Saved data entries:
____________________

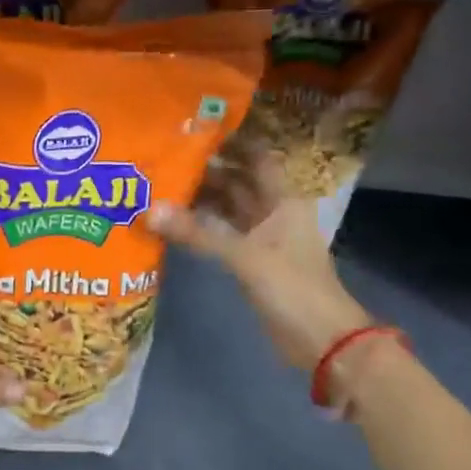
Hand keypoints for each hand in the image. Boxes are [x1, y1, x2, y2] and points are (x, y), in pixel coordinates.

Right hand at [151, 133, 371, 371]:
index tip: (193, 128)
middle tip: (163, 158)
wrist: (321, 340)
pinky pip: (222, 234)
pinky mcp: (251, 262)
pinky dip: (201, 227)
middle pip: (237, 181)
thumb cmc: (292, 287)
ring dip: (200, 199)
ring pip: (227, 209)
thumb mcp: (244, 256)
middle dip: (205, 170)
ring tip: (160, 186)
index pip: (256, 157)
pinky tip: (173, 222)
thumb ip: (197, 233)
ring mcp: (262, 237)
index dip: (231, 141)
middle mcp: (273, 211)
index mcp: (283, 199)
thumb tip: (149, 211)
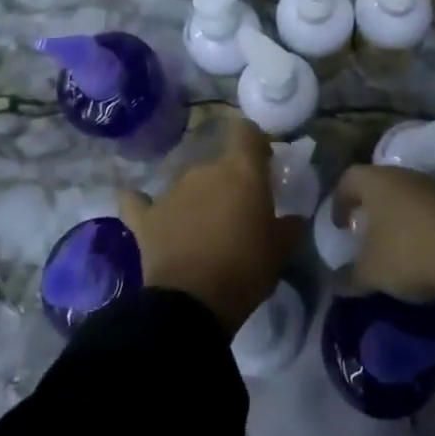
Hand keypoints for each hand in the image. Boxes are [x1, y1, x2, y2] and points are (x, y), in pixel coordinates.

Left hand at [120, 120, 303, 333]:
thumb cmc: (245, 269)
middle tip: (237, 210)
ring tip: (203, 227)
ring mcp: (170, 191)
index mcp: (240, 169)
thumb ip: (290, 225)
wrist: (191, 305)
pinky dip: (142, 202)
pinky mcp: (145, 217)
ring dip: (197, 197)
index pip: (246, 131)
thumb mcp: (281, 249)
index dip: (255, 143)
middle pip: (217, 161)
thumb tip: (295, 217)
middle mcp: (203, 169)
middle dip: (227, 180)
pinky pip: (139, 201)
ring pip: (187, 182)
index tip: (263, 164)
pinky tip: (143, 206)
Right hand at [335, 164, 434, 355]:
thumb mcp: (373, 272)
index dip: (339, 201)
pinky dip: (423, 226)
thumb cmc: (409, 252)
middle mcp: (404, 175)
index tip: (339, 225)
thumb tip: (335, 284)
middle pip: (380, 184)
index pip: (349, 179)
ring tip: (396, 246)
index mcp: (376, 182)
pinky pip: (431, 209)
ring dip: (399, 217)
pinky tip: (426, 251)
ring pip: (408, 195)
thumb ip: (351, 277)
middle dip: (371, 208)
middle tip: (365, 233)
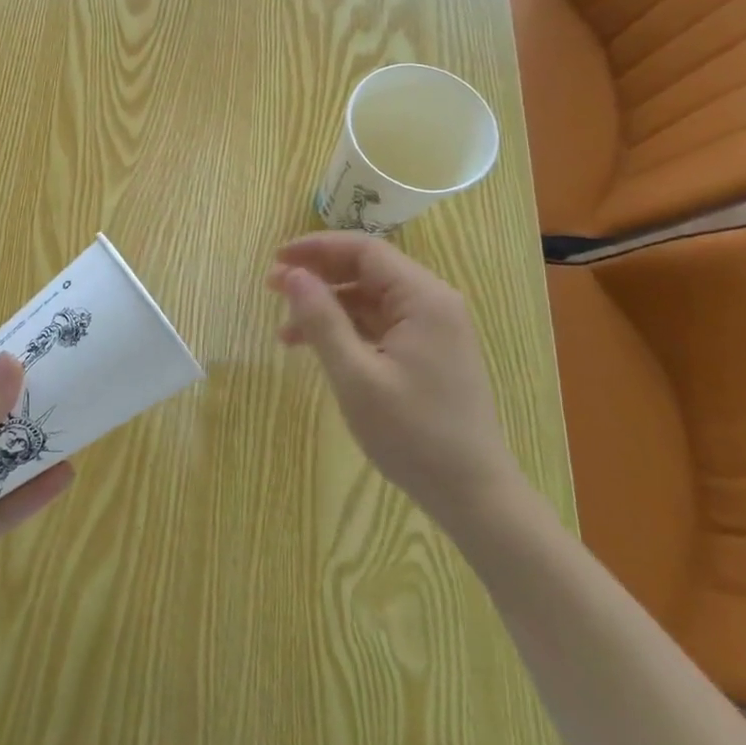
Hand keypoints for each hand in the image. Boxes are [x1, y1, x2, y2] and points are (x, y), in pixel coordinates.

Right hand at [265, 232, 520, 521]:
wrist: (473, 496)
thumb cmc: (412, 434)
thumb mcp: (355, 376)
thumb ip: (322, 320)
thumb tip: (292, 275)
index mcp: (423, 298)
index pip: (364, 250)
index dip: (316, 248)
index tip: (276, 260)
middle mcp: (433, 303)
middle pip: (367, 270)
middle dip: (318, 276)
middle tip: (272, 289)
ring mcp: (433, 328)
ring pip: (370, 298)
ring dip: (328, 306)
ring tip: (286, 330)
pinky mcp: (428, 352)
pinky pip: (380, 323)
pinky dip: (346, 328)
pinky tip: (317, 347)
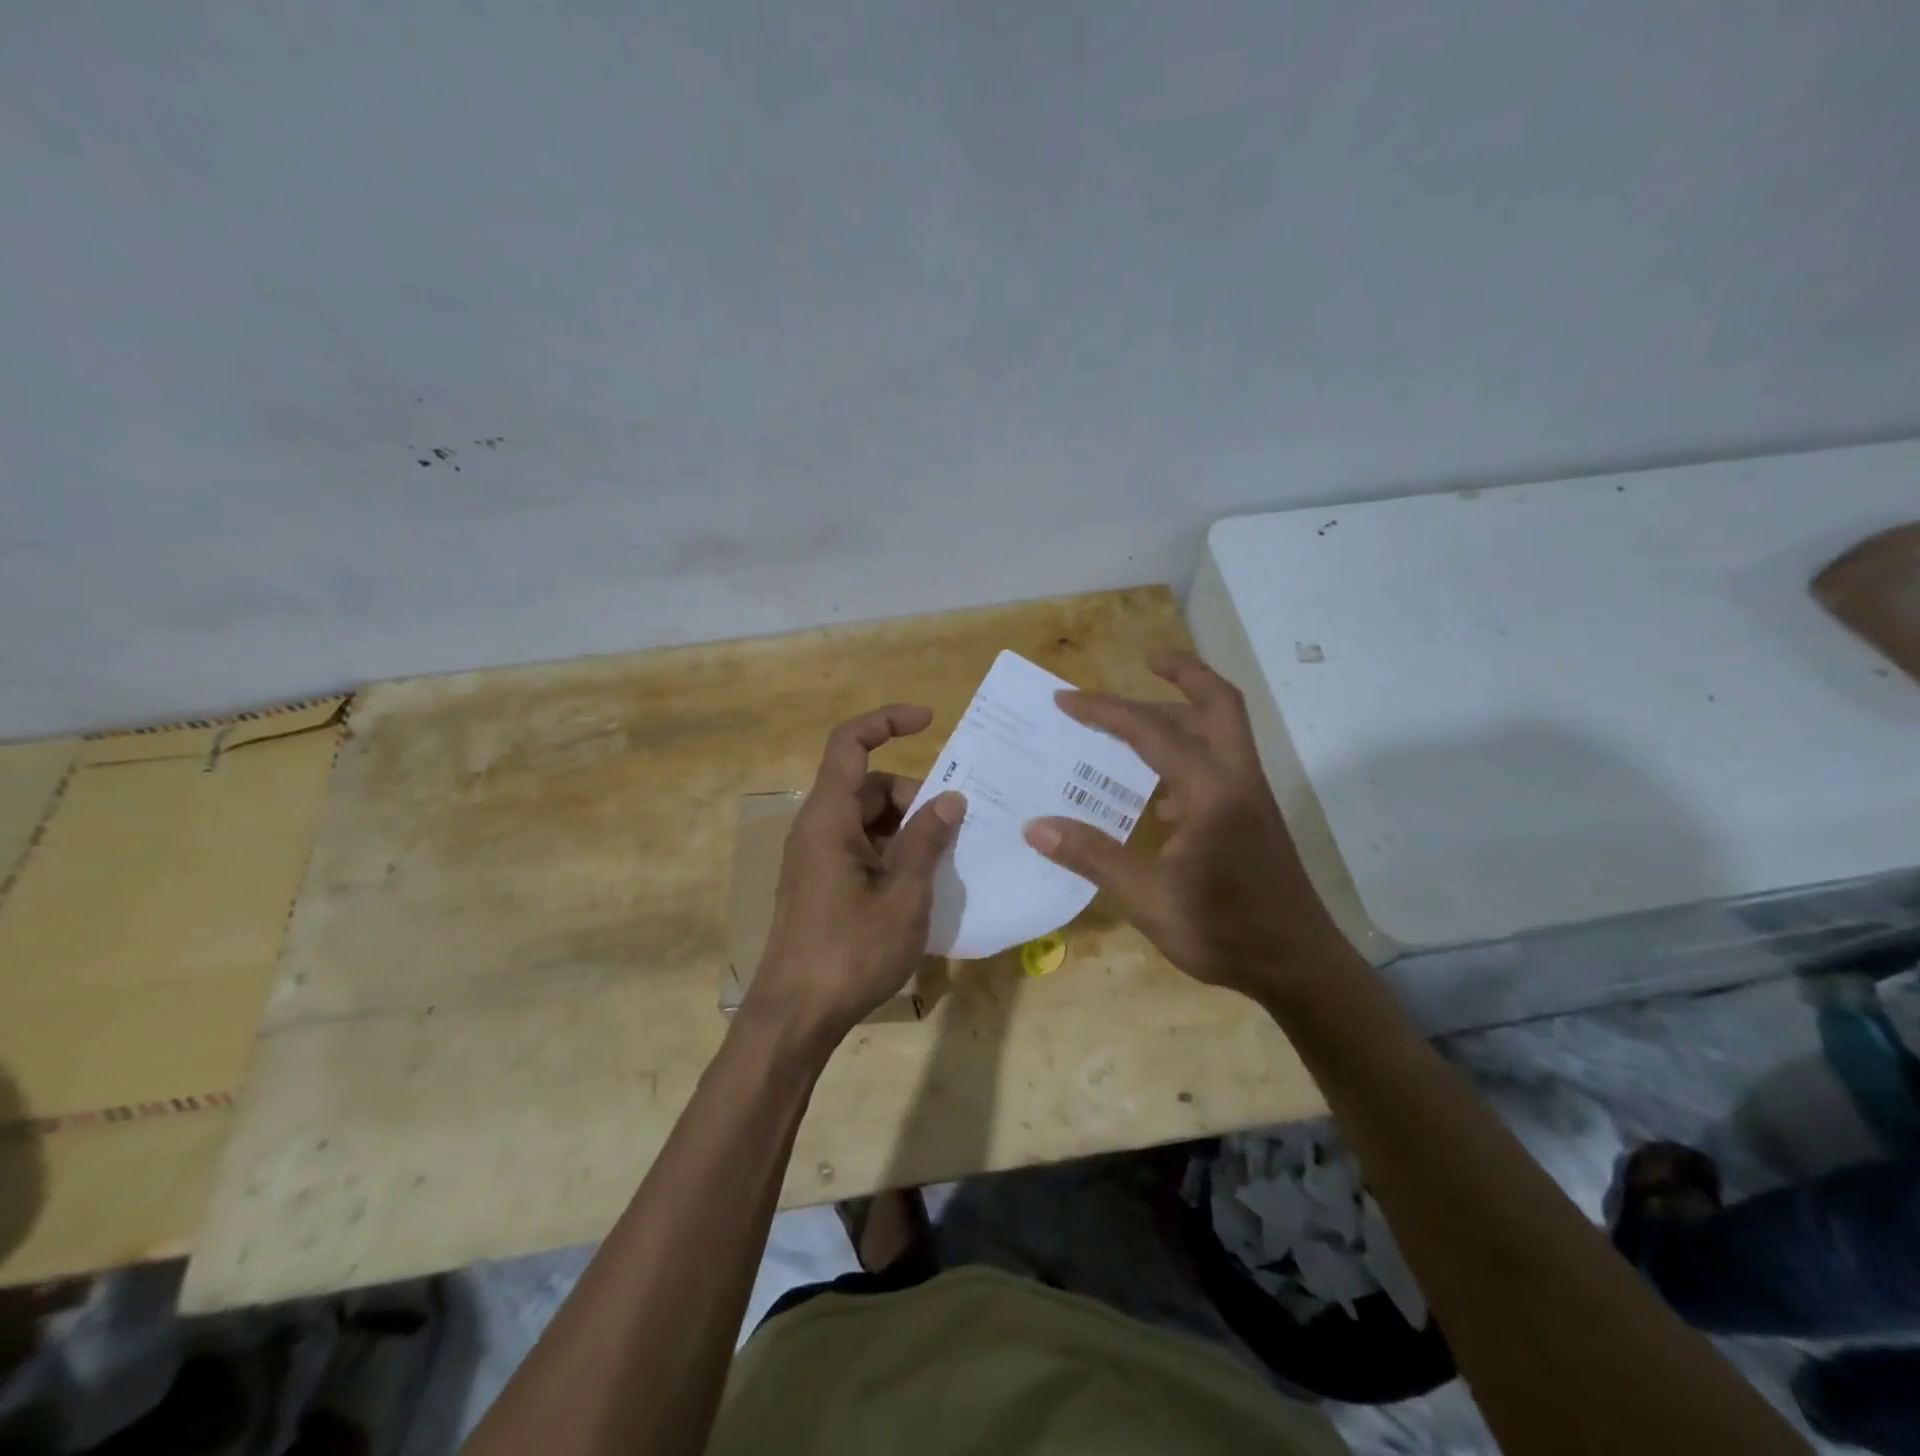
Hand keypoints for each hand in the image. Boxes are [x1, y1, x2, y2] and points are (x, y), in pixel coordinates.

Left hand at [744, 705, 965, 1044]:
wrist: (795, 1015)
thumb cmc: (850, 950)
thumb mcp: (904, 894)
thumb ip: (927, 840)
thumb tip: (950, 799)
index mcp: (829, 817)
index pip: (851, 743)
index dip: (887, 721)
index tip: (930, 721)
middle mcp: (818, 827)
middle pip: (868, 785)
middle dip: (914, 795)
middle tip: (954, 827)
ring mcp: (817, 857)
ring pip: (868, 818)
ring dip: (907, 828)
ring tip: (945, 860)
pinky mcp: (821, 883)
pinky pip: (862, 847)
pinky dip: (893, 851)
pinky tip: (921, 884)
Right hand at [1022, 650, 1355, 1004]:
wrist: (1300, 967)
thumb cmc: (1225, 930)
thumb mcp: (1148, 898)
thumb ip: (1093, 857)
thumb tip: (1035, 826)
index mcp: (1211, 790)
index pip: (1152, 731)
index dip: (1106, 711)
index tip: (1066, 700)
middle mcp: (1237, 780)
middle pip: (1217, 704)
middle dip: (1184, 674)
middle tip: (1147, 659)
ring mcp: (1250, 799)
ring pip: (1222, 733)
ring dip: (1184, 714)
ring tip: (1137, 721)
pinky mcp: (1253, 819)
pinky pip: (1219, 767)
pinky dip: (1188, 757)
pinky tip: (1156, 793)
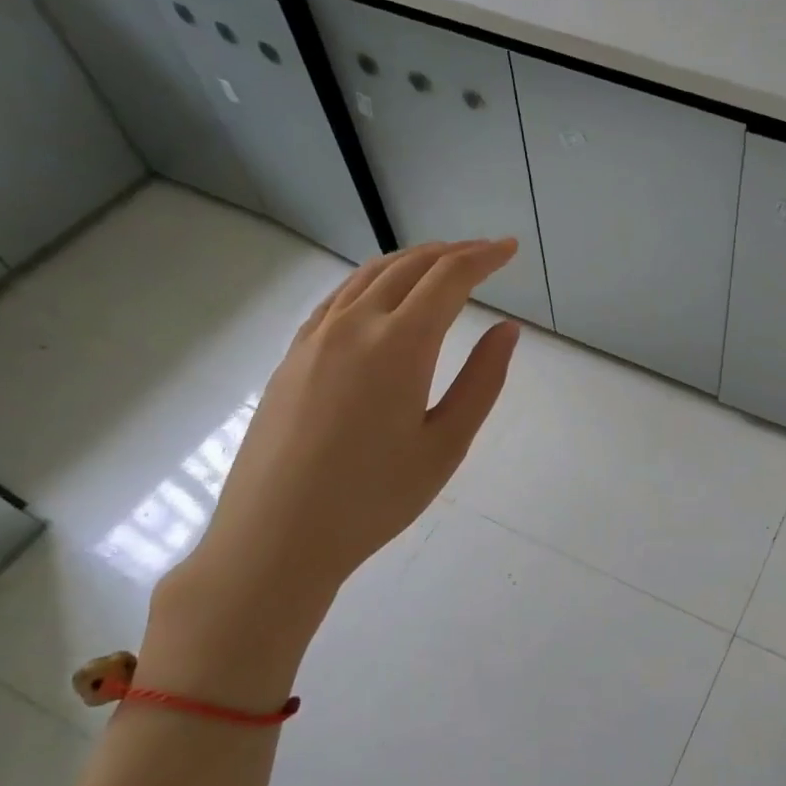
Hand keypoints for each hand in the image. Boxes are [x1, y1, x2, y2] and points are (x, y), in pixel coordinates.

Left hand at [139, 239, 520, 706]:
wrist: (275, 537)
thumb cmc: (374, 498)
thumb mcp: (446, 445)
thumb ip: (482, 381)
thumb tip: (507, 330)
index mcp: (399, 345)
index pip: (449, 278)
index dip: (484, 257)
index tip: (509, 248)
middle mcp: (354, 325)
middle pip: (409, 267)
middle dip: (452, 252)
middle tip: (485, 253)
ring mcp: (315, 338)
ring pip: (369, 275)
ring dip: (412, 261)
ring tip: (441, 264)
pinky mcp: (292, 356)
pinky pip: (338, 297)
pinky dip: (372, 281)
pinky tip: (382, 296)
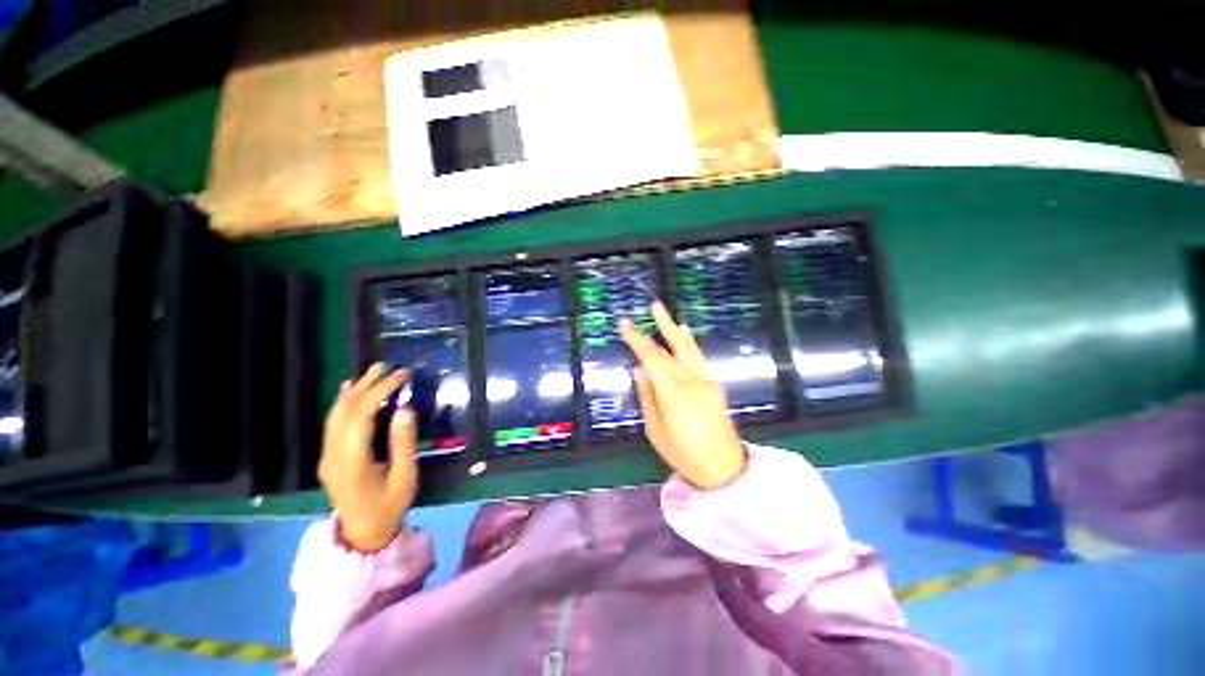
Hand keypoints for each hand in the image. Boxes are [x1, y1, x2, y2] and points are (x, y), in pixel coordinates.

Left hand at [318, 363, 418, 551]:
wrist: (361, 535)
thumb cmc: (389, 507)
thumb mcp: (404, 478)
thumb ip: (403, 444)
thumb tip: (405, 409)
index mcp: (352, 461)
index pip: (362, 415)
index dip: (380, 391)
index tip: (401, 376)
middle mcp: (333, 455)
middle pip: (345, 411)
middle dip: (367, 385)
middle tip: (388, 366)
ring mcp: (327, 456)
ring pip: (335, 415)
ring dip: (354, 391)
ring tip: (372, 371)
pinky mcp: (328, 457)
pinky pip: (333, 424)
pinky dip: (343, 404)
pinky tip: (349, 391)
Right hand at [619, 302, 746, 489]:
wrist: (724, 468)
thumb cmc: (684, 454)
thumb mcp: (656, 430)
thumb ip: (647, 396)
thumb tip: (638, 369)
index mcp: (674, 392)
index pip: (652, 358)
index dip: (637, 339)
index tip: (625, 325)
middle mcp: (693, 380)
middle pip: (674, 346)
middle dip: (661, 325)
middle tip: (653, 305)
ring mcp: (707, 381)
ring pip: (689, 348)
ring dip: (676, 329)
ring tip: (666, 314)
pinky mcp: (714, 385)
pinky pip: (699, 357)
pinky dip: (690, 343)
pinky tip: (685, 334)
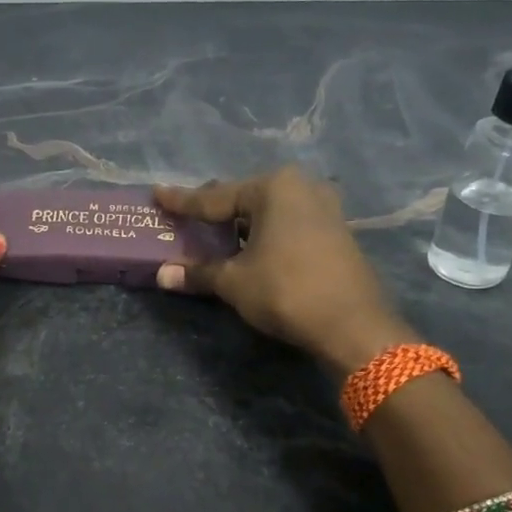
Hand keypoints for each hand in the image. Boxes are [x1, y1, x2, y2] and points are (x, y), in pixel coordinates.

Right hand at [155, 167, 415, 372]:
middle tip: (186, 216)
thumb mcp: (235, 282)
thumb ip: (199, 272)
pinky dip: (266, 233)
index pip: (215, 197)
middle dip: (215, 211)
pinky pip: (289, 223)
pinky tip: (252, 247)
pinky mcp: (337, 230)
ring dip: (242, 224)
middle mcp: (302, 187)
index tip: (158, 194)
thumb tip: (163, 275)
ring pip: (269, 211)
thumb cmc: (286, 291)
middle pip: (245, 198)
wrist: (353, 325)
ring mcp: (325, 207)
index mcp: (273, 188)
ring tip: (216, 234)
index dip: (183, 201)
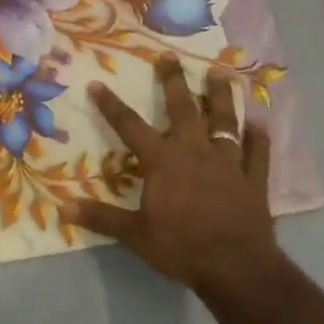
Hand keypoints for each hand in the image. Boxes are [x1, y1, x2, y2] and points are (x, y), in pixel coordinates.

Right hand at [63, 54, 277, 292]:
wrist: (236, 267)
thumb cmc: (181, 248)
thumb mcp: (135, 235)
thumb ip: (101, 218)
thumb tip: (62, 208)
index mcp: (164, 161)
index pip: (131, 127)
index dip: (112, 106)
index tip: (98, 84)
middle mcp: (195, 151)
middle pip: (183, 109)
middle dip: (174, 82)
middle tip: (169, 56)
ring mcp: (228, 162)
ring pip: (225, 121)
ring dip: (222, 97)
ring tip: (220, 73)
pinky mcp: (254, 179)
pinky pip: (257, 153)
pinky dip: (259, 139)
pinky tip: (260, 125)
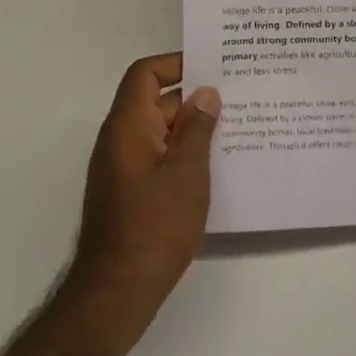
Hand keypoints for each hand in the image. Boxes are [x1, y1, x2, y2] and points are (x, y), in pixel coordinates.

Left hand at [68, 53, 219, 336]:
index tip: (214, 67)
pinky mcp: (130, 192)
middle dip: (194, 98)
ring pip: (160, 132)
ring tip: (236, 130)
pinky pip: (158, 157)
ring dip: (192, 129)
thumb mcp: (186, 173)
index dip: (176, 63)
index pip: (145, 74)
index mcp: (128, 125)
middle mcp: (120, 140)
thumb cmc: (154, 226)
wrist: (117, 291)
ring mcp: (123, 168)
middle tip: (239, 98)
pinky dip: (183, 154)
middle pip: (155, 101)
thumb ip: (197, 129)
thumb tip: (205, 93)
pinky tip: (216, 167)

____________________

> Action item
Pull out every line of the entries that includes the word "Right".

> Output for this task
Right hand at [151, 133, 371, 371]:
Right hand at [335, 164, 434, 355]:
Right hand at [265, 232, 520, 521]:
Right hand at [1022, 650, 1355, 1004]:
Right hand at [619, 302, 746, 489]:
Right hand at [155, 167, 415, 372]:
Right hand at [63, 54, 277, 292]:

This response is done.